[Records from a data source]
Segment Open

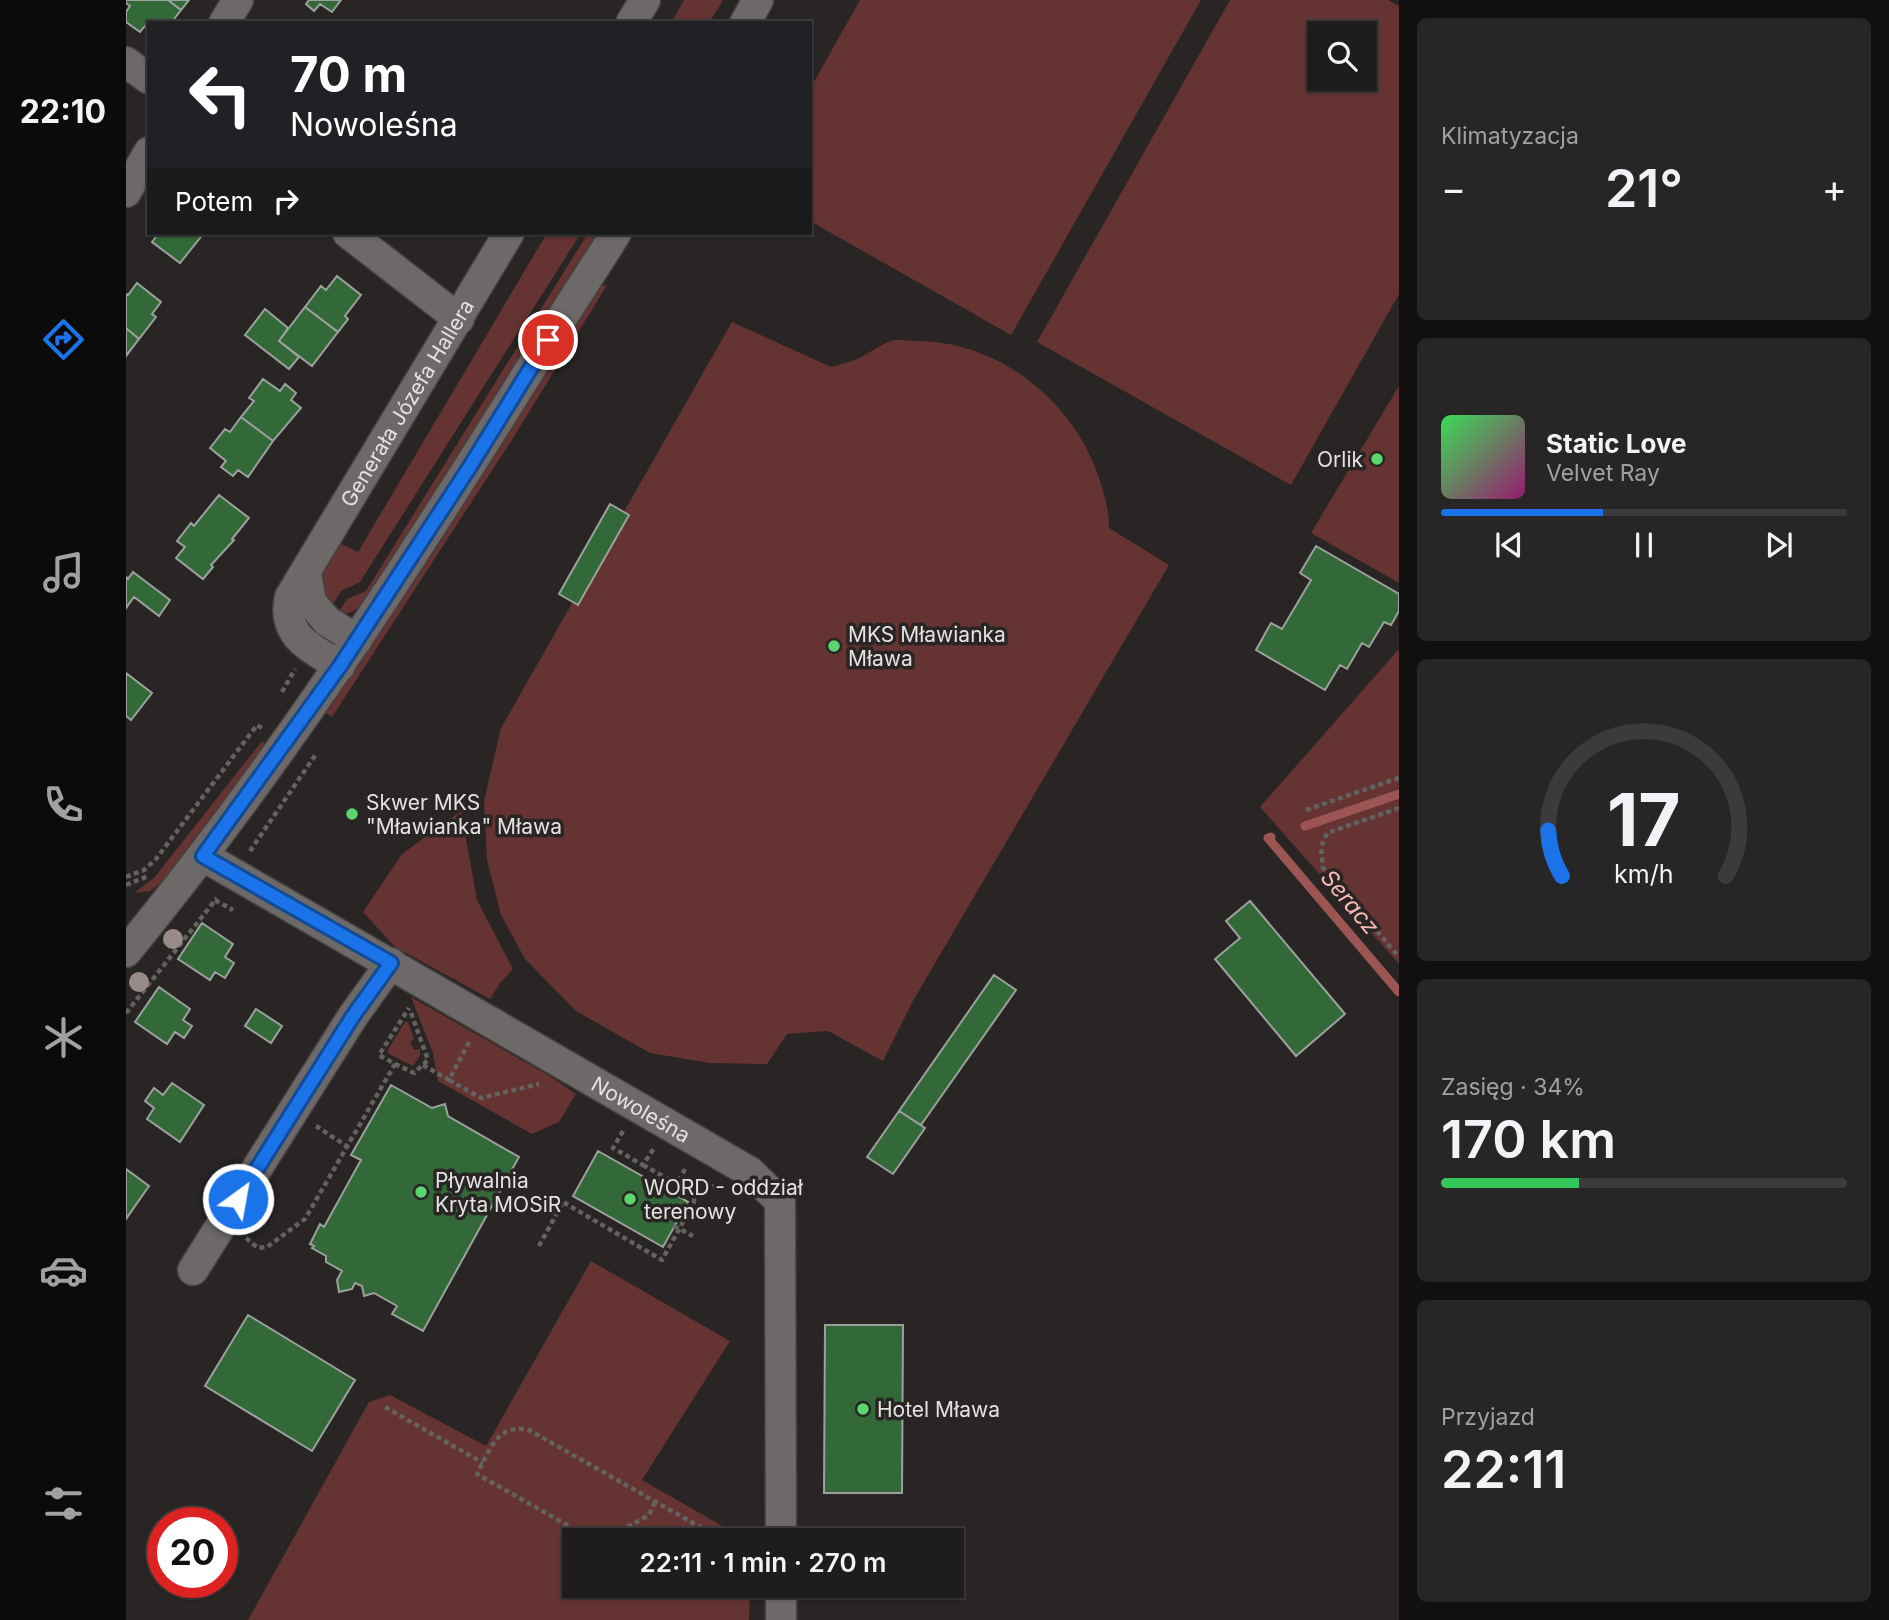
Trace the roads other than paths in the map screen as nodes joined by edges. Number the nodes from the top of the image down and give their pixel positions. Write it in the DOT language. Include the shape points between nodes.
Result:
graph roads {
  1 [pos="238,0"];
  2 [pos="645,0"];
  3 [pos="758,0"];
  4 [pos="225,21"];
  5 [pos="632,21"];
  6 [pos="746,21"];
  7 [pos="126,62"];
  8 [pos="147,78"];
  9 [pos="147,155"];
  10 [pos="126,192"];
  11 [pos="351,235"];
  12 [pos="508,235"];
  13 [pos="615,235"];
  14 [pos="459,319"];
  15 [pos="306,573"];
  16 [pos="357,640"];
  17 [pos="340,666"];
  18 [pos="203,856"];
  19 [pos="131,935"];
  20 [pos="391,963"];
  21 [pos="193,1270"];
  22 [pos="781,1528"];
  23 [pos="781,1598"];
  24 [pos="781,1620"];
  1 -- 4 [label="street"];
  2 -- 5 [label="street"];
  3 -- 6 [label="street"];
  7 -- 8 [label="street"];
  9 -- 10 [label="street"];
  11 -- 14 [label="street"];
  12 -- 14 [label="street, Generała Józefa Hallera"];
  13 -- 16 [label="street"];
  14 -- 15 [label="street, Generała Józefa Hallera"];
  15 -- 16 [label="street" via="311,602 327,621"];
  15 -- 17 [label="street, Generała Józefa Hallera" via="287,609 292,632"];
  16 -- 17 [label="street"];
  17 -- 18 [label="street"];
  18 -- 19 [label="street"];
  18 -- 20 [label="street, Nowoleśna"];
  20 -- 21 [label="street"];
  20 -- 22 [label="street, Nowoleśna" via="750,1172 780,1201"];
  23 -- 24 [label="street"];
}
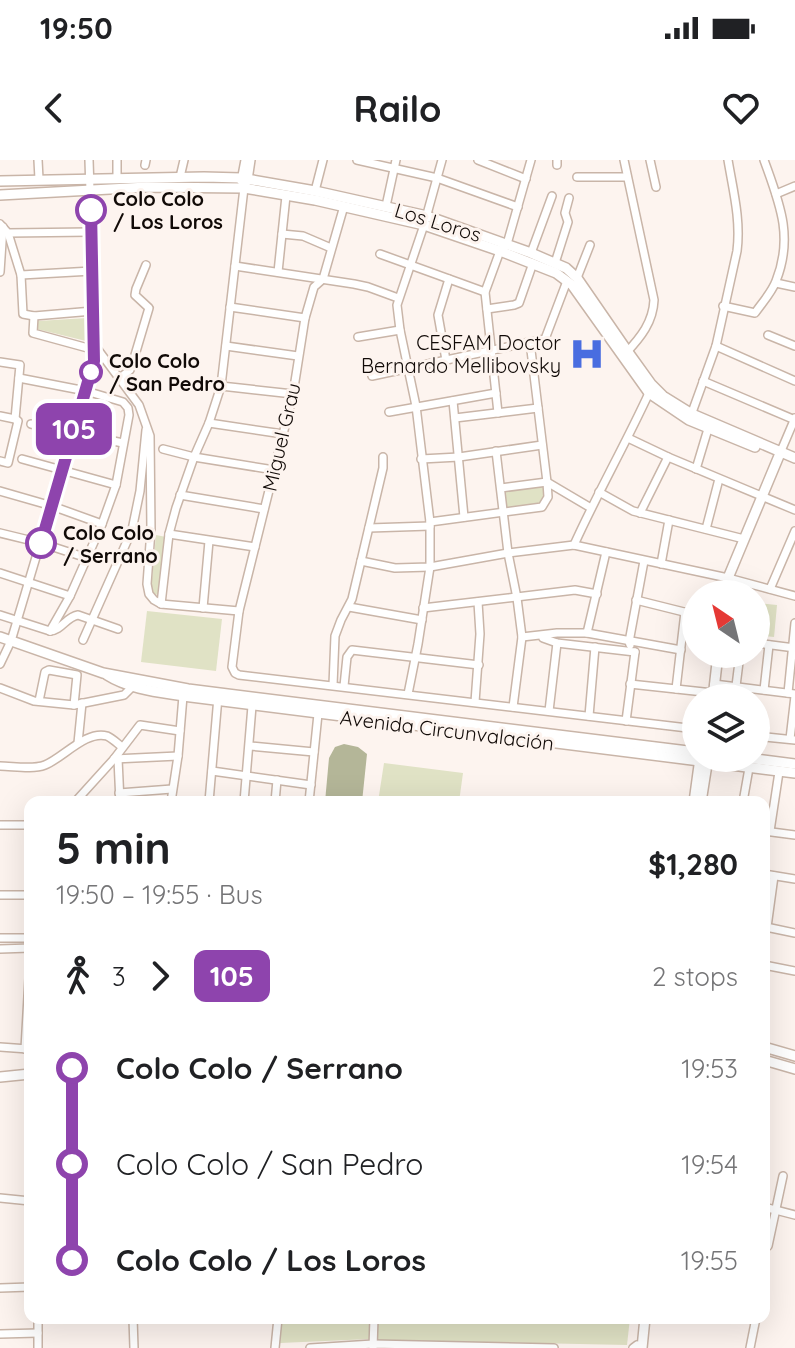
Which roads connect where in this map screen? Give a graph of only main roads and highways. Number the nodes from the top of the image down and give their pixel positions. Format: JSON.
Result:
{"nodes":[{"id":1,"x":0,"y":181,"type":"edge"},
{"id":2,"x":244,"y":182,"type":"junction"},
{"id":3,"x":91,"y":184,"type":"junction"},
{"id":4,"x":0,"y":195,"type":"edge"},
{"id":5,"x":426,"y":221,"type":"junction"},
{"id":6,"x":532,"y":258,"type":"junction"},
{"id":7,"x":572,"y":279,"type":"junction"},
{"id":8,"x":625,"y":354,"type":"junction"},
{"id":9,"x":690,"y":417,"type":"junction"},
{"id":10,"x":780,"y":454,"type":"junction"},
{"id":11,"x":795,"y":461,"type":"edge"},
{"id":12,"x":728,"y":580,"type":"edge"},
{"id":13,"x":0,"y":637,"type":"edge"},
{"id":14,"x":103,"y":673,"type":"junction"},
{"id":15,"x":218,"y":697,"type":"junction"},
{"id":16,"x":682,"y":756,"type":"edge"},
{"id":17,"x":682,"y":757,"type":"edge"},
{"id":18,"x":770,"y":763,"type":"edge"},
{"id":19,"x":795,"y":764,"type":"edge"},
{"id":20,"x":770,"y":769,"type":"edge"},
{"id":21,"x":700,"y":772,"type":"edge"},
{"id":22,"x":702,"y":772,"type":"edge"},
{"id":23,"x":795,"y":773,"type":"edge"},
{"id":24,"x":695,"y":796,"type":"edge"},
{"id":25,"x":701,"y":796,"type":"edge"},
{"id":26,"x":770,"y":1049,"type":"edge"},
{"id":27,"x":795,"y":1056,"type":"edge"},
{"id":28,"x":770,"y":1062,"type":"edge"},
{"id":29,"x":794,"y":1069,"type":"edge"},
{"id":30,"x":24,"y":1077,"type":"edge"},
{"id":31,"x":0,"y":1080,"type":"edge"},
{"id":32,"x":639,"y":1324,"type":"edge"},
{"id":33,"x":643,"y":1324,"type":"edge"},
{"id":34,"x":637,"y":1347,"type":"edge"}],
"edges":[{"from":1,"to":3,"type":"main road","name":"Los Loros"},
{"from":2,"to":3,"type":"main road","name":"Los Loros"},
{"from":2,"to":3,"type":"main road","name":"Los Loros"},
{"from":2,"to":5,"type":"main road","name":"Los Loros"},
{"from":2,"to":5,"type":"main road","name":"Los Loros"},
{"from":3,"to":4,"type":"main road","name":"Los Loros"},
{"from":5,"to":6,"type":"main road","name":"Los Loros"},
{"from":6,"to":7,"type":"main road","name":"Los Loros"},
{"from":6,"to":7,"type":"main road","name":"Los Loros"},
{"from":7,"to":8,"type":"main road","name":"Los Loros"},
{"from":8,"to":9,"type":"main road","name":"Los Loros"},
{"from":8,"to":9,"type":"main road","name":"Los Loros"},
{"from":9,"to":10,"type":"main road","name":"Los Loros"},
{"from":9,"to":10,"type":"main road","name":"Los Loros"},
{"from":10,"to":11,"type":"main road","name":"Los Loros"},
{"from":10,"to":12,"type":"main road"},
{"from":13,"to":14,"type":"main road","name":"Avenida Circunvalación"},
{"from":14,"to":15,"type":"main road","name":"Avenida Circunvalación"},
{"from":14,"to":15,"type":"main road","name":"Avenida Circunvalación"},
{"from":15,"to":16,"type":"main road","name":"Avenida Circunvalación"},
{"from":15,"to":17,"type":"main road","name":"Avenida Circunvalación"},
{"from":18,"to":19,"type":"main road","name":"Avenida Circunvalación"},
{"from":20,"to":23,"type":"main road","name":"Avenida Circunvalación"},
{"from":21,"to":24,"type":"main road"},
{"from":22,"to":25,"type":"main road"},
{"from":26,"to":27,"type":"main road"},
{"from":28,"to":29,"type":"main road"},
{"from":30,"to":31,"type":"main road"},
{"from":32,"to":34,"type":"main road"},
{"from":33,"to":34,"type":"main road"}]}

Segment Closed

Exercise directions:
Write out the records above exactly. Pictures do not belong in the copy.

Answer section:
Trace the roads other than paths in the map screen as nodes joined by edges. Number the nodes from the top of the image down and give their pixel positions. Write it in the DOT language. Include the shape points between nodes.
Result:
graph roads {
  1 [pos="238,0"];
  2 [pos="645,0"];
  3 [pos="758,0"];
  4 [pos="225,21"];
  5 [pos="632,21"];
  6 [pos="746,21"];
  7 [pos="126,62"];
  8 [pos="147,78"];
  9 [pos="147,155"];
  10 [pos="126,192"];
  11 [pos="351,235"];
  12 [pos="508,235"];
  13 [pos="615,235"];
  14 [pos="459,319"];
  15 [pos="306,573"];
  16 [pos="357,640"];
  17 [pos="340,666"];
  18 [pos="203,856"];
  19 [pos="131,935"];
  20 [pos="391,963"];
  21 [pos="193,1270"];
  22 [pos="781,1528"];
  23 [pos="781,1598"];
  24 [pos="781,1620"];
  1 -- 4 [label="street"];
  2 -- 5 [label="street"];
  3 -- 6 [label="street"];
  7 -- 8 [label="street"];
  9 -- 10 [label="street"];
  11 -- 14 [label="street"];
  12 -- 14 [label="street, Generała Józefa Hallera"];
  13 -- 16 [label="street"];
  14 -- 15 [label="street, Generała Józefa Hallera"];
  15 -- 16 [label="street" via="311,602 327,621"];
  15 -- 17 [label="street, Generała Józefa Hallera" via="287,609 292,632"];
  16 -- 17 [label="street"];
  17 -- 18 [label="street"];
  18 -- 19 [label="street"];
  18 -- 20 [label="street, Nowoleśna"];
  20 -- 21 [label="street"];
  20 -- 22 [label="street, Nowoleśna" via="750,1172 780,1201"];
  23 -- 24 [label="street"];
}
Which roads connect where in this map screen? Give a graph of only main roads and highways. Number the nodes from the top of the image down and give their pixel positions. Format: JSON.
Result:
{"nodes":[{"id":1,"x":0,"y":181,"type":"edge"},
{"id":2,"x":244,"y":182,"type":"junction"},
{"id":3,"x":91,"y":184,"type":"junction"},
{"id":4,"x":0,"y":195,"type":"edge"},
{"id":5,"x":426,"y":221,"type":"junction"},
{"id":6,"x":532,"y":258,"type":"junction"},
{"id":7,"x":572,"y":279,"type":"junction"},
{"id":8,"x":625,"y":354,"type":"junction"},
{"id":9,"x":690,"y":417,"type":"junction"},
{"id":10,"x":780,"y":454,"type":"junction"},
{"id":11,"x":795,"y":461,"type":"edge"},
{"id":12,"x":728,"y":580,"type":"edge"},
{"id":13,"x":0,"y":637,"type":"edge"},
{"id":14,"x":103,"y":673,"type":"junction"},
{"id":15,"x":218,"y":697,"type":"junction"},
{"id":16,"x":682,"y":756,"type":"edge"},
{"id":17,"x":682,"y":757,"type":"edge"},
{"id":18,"x":770,"y":763,"type":"edge"},
{"id":19,"x":795,"y":764,"type":"edge"},
{"id":20,"x":770,"y":769,"type":"edge"},
{"id":21,"x":700,"y":772,"type":"edge"},
{"id":22,"x":702,"y":772,"type":"edge"},
{"id":23,"x":795,"y":773,"type":"edge"},
{"id":24,"x":695,"y":796,"type":"edge"},
{"id":25,"x":701,"y":796,"type":"edge"},
{"id":26,"x":770,"y":1049,"type":"edge"},
{"id":27,"x":795,"y":1056,"type":"edge"},
{"id":28,"x":770,"y":1062,"type":"edge"},
{"id":29,"x":794,"y":1069,"type":"edge"},
{"id":30,"x":24,"y":1077,"type":"edge"},
{"id":31,"x":0,"y":1080,"type":"edge"},
{"id":32,"x":639,"y":1324,"type":"edge"},
{"id":33,"x":643,"y":1324,"type":"edge"},
{"id":34,"x":637,"y":1347,"type":"edge"}],
"edges":[{"from":1,"to":3,"type":"main road","name":"Los Loros"},
{"from":2,"to":3,"type":"main road","name":"Los Loros"},
{"from":2,"to":3,"type":"main road","name":"Los Loros"},
{"from":2,"to":5,"type":"main road","name":"Los Loros"},
{"from":2,"to":5,"type":"main road","name":"Los Loros"},
{"from":3,"to":4,"type":"main road","name":"Los Loros"},
{"from":5,"to":6,"type":"main road","name":"Los Loros"},
{"from":6,"to":7,"type":"main road","name":"Los Loros"},
{"from":6,"to":7,"type":"main road","name":"Los Loros"},
{"from":7,"to":8,"type":"main road","name":"Los Loros"},
{"from":8,"to":9,"type":"main road","name":"Los Loros"},
{"from":8,"to":9,"type":"main road","name":"Los Loros"},
{"from":9,"to":10,"type":"main road","name":"Los Loros"},
{"from":9,"to":10,"type":"main road","name":"Los Loros"},
{"from":10,"to":11,"type":"main road","name":"Los Loros"},
{"from":10,"to":12,"type":"main road"},
{"from":13,"to":14,"type":"main road","name":"Avenida Circunvalación"},
{"from":14,"to":15,"type":"main road","name":"Avenida Circunvalación"},
{"from":14,"to":15,"type":"main road","name":"Avenida Circunvalación"},
{"from":15,"to":16,"type":"main road","name":"Avenida Circunvalación"},
{"from":15,"to":17,"type":"main road","name":"Avenida Circunvalación"},
{"from":18,"to":19,"type":"main road","name":"Avenida Circunvalación"},
{"from":20,"to":23,"type":"main road","name":"Avenida Circunvalación"},
{"from":21,"to":24,"type":"main road"},
{"from":22,"to":25,"type":"main road"},
{"from":26,"to":27,"type":"main road"},
{"from":28,"to":29,"type":"main road"},
{"from":30,"to":31,"type":"main road"},
{"from":32,"to":34,"type":"main road"},
{"from":33,"to":34,"type":"main road"}]}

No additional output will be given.